Tout ce beau monde tait également le nom des fonderies et des raffineries qui leur fournissent leurs matériaux (source: RankaBrand). Dans sa politique de « responsabilité sociale », Huawei parle de « réductions de risques » et de « demandes » faites aux fournisseurs, mais ne prétend pas pouvoir faire respecter les « codes de conduite » auquel elle souscrit.
« Huawei takes the problem of conflict minerals very seriously, and has taken action to reduce the risk of using these minerals on an ongoing basis. Since 2002, Huawei, in tandem with our customers, has investigated the use of conflict minerals in the supply chain. Huawei has published a Huawei Statement on Conflict Minerals, pledging to never knowingly procure or support the use of conflict minerals. Huawei also requires all its suppliers to boycott conflict minerals and asks them to extend this requirement to their vendors » (Source : Huawei, 2017).
Notez bien la petite phrase où la marque s’engage à ne plus jamais acheter des minerais de sang « en connaissance de cause » (knowlingly) ; ce qui revient à affirmer qu’elle se réserve le droit d’en acheter inconsciemment, par inadvertance. Une petite précision doublement utile … qui offrira au boss une magnifique voie de sortie lors de sa prochaine rencontre avec une journaliste indiscrète. « Je ne suis pas – Madame – au courant, donc je ne peux pas commenter« .

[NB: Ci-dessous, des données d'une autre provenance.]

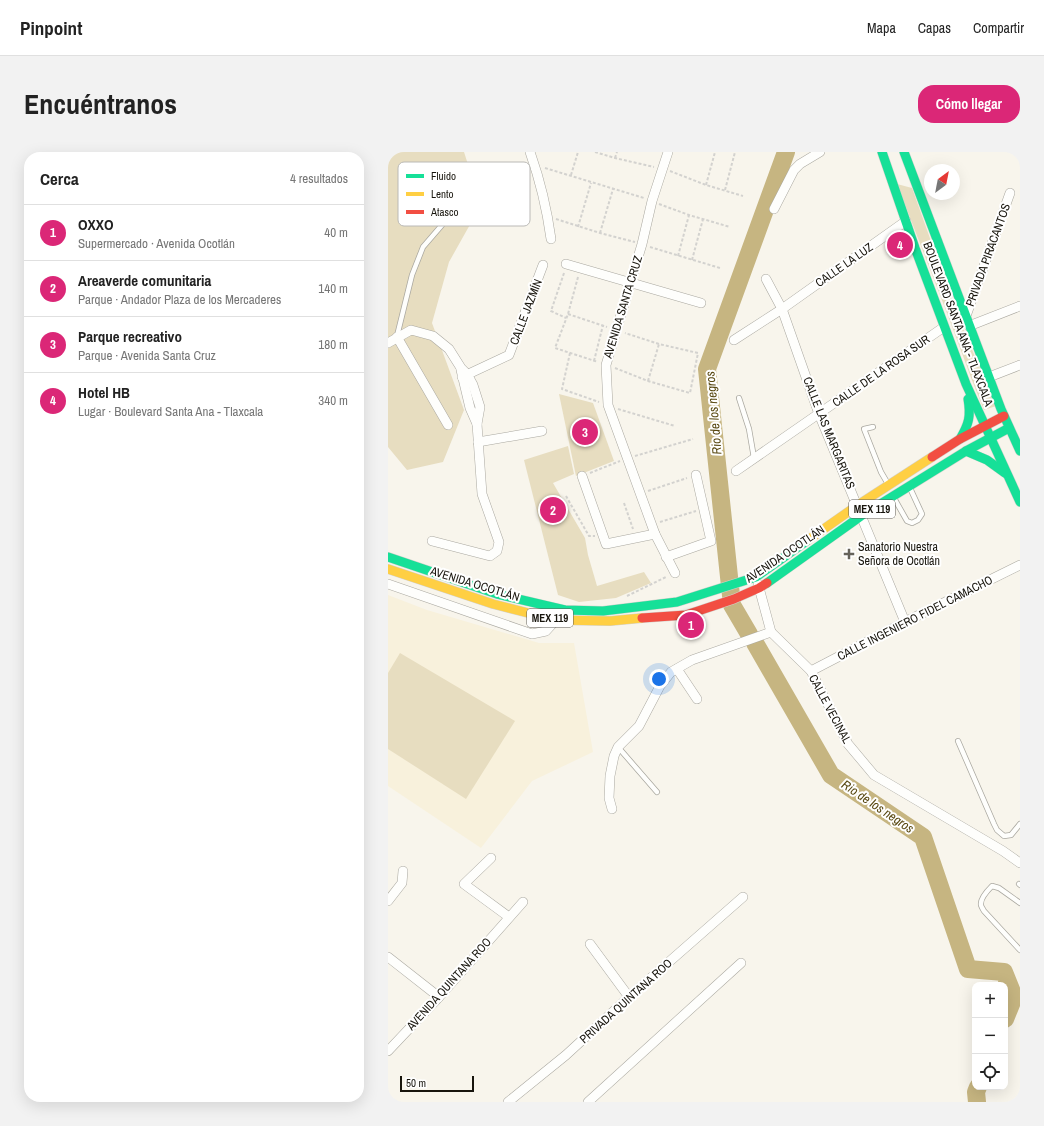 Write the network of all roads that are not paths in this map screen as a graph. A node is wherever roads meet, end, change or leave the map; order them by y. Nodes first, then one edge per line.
1 (530, 152) edge
2 (668, 152) edge
3 (820, 152) edge
4 (882, 152) edge
5 (887, 152) edge
6 (904, 152) edge
7 (911, 169) junction
8 (1010, 193) dead end
9 (774, 209) dead end
10 (906, 221) junction
11 (441, 226) edge
12 (551, 239) dead end
13 (566, 264) road end
14 (544, 265) dead end
15 (766, 279) dead end
16 (631, 282) junction
17 (701, 303) dead end
18 (1020, 306) edge
19 (782, 309) junction
20 (967, 321) junction
21 (944, 327) junction
22 (397, 337) junction
23 (734, 340) dead end
24 (388, 343) edge
25 (1020, 365) edge
26 (463, 373) junction
27 (988, 376) junction
28 (966, 384) junction
29 (740, 398) dead end
30 (478, 401) junction
31 (468, 404) junction
32 (820, 414) junction
33 (1004, 416) junction
34 (477, 424) junction
35 (448, 425) dead end
36 (986, 426) junction
37 (873, 427) dead end
38 (1009, 428) junction
39 (542, 431) dead end
40 (991, 437) junction
41 (960, 440) junction
42 (478, 442) junction
43 (1020, 450) edge
44 (966, 451) junction
45 (754, 459) junction
46 (736, 472) dead end
47 (1007, 475) junction
48 (582, 476) road end
49 (696, 476) road end
50 (888, 486) junction
51 (909, 486) junction
52 (893, 496) junction
53 (1020, 502) edge
54 (858, 505) junction
55 (861, 516) junction
56 (653, 529) junction
57 (432, 541) dead end
58 (388, 557) edge
59 (666, 557) junction
60 (1020, 566) edge
61 (388, 569) edge
62 (675, 573) road end
63 (756, 577) junction
64 (388, 584) edge
65 (759, 588) junction
66 (556, 620) junction
67 (905, 622) junction
68 (771, 632) junction
69 (677, 669) junction
70 (811, 672) junction
71 (697, 699) dead end
72 (958, 741) dead end
73 (618, 747) junction
74 (657, 792) dead end
75 (612, 809) dead end
76 (1020, 824) edge
77 (491, 858) dead end
78 (1020, 863) edge
79 (404, 870) dead end
80 (743, 897) dead end
81 (388, 901) edge
82 (523, 902) dead end
83 (1020, 903) edge
84 (509, 918) junction
85 (590, 944) dead end
86 (1020, 950) edge
87 (391, 959) edge
88 (741, 963) dead end
89 (439, 997) junction
90 (629, 997) junction
91 (388, 1051) edge
92 (508, 1102) edge
93 (588, 1102) edge

1 - 12 street
2 - 16 street, AVENIDA SANTA CRUZ
3 - 9 street
4 - 10 main road, BOULEVARD SANTA ANA - TLAXCALA
5 - 7 main road
6 - 7 main road, BOULEVARD SANTA ANA - TLAXCALA
7 - 20 main road, BOULEVARD SANTA ANA - TLAXCALA
8 - 20 street, PRIVADA PIRACANTOS
10 - 19 street, CALLE LA LUZ
10 - 21 main road, BOULEVARD SANTA ANA - TLAXCALA
11 - 22 lane
13 - 16 street
14 - 26 street, CALLE JAZMÍN
15 - 19 street, CALLE LAS MARGARITAS
16 - 17 street
16 - 56 street, AVENIDA SANTA CRUZ
18 - 20 street
19 - 23 street, CALLE LA LUZ
19 - 32 street, CALLE LAS MARGARITAS
20 - 27 main road, BOULEVARD SANTA ANA - TLAXCALA
21 - 28 main road, BOULEVARD SANTA ANA - TLAXCALA
21 - 32 street, CALLE DE LA ROSA SUR
22 - 24 street
22 - 26 street
22 - 35 street
25 - 27 street
26 - 30 street
26 - 31 street
27 - 33 main road, BOULEVARD SANTA ANA - TLAXCALA
28 - 36 main road, BOULEVARD SANTA ANA - TLAXCALA
28 - 41 main road
29 - 45 lane
30 - 31 street
30 - 34 street
31 - 34 street
32 - 45 street, CALLE DE LA ROSA SUR
32 - 54 street, CALLE LAS MARGARITAS
33 - 36 main road, AVENIDA OCOTLÁN / MEX 119
33 - 38 main road, BOULEVARD SANTA ANA - TLAXCALA
34 - 42 street
36 - 40 main road, BOULEVARD SANTA ANA - TLAXCALA
36 - 41 main road, AVENIDA OCOTLÁN / MEX 119
37 - 50 lane
38 - 40 main road, AVENIDA OCOTLÁN / MEX 119
38 - 43 main road, BOULEVARD SANTA ANA - TLAXCALA
39 - 42 street
40 - 44 main road, AVENIDA OCOTLÁN / MEX 119
40 - 47 main road, BOULEVARD SANTA ANA - TLAXCALA
41 - 50 main road, AVENIDA OCOTLÁN / MEX 119
42 - 57 street
44 - 47 main road
44 - 51 main road, AVENIDA OCOTLÁN / MEX 119
45 - 46 street, CALLE DE LA ROSA SUR
47 - 53 main road, BOULEVARD SANTA ANA - TLAXCALA
48 - 56 street
49 - 59 street
50 - 54 main road, AVENIDA OCOTLÁN / MEX 119
51 - 52 main road, AVENIDA OCOTLÁN / MEX 119
51 - 52 lane
52 - 55 main road, AVENIDA OCOTLÁN / MEX 119
54 - 55 street, CALLE LAS MARGARITAS
54 - 63 main road, AVENIDA OCOTLÁN / MEX 119
55 - 65 main road, AVENIDA OCOTLÁN / MEX 119
55 - 67 street, CALLE LAS MARGARITAS
56 - 59 street, AVENIDA SANTA CRUZ
58 - 63 main road, AVENIDA OCOTLÁN / MEX 119
59 - 62 street, AVENIDA SANTA CRUZ
60 - 67 street, CALLE INGENIERO FIDEL CAMACHO
61 - 66 main road, AVENIDA OCOTLÁN / MEX 119
63 - 65 street, CALLE VECINAL
64 - 66 street
65 - 66 main road, AVENIDA OCOTLÁN / MEX 119
65 - 68 street, CALLE VECINAL
67 - 70 street, CALLE INGENIERO FIDEL CAMACHO
68 - 69 street
68 - 70 street, CALLE VECINAL
69 - 71 street
69 - 73 street
70 - 78 street, CALLE VECINAL
72 - 76 lane
73 - 74 lane
73 - 75 street
77 - 84 street
79 - 81 street
80 - 90 street, PRIVADA QUINTANA ROO
82 - 84 street, AVENIDA QUINTANA ROO
83 - 86 lane
84 - 89 street, AVENIDA QUINTANA ROO
85 - 90 street
87 - 89 street
88 - 93 street
89 - 91 street, AVENIDA QUINTANA ROO
90 - 92 street, PRIVADA QUINTANA ROO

Crédit Photo : Ezelstad (CC-BY-SA)

4. Les traders en matières premières

Si on remonte une étape plus loin, on tombe sur les traders en matières premières. Il s’agit parfois de sociétés-écrans domiciliées dans des paradis fiscaux. Quand c’est la cas, il y a de fortes chances que lesdites sociétés trempent des réseaux illégaux impliqués dans des affaires de pillage, de destruction, d’exploitation et de financement de conflits.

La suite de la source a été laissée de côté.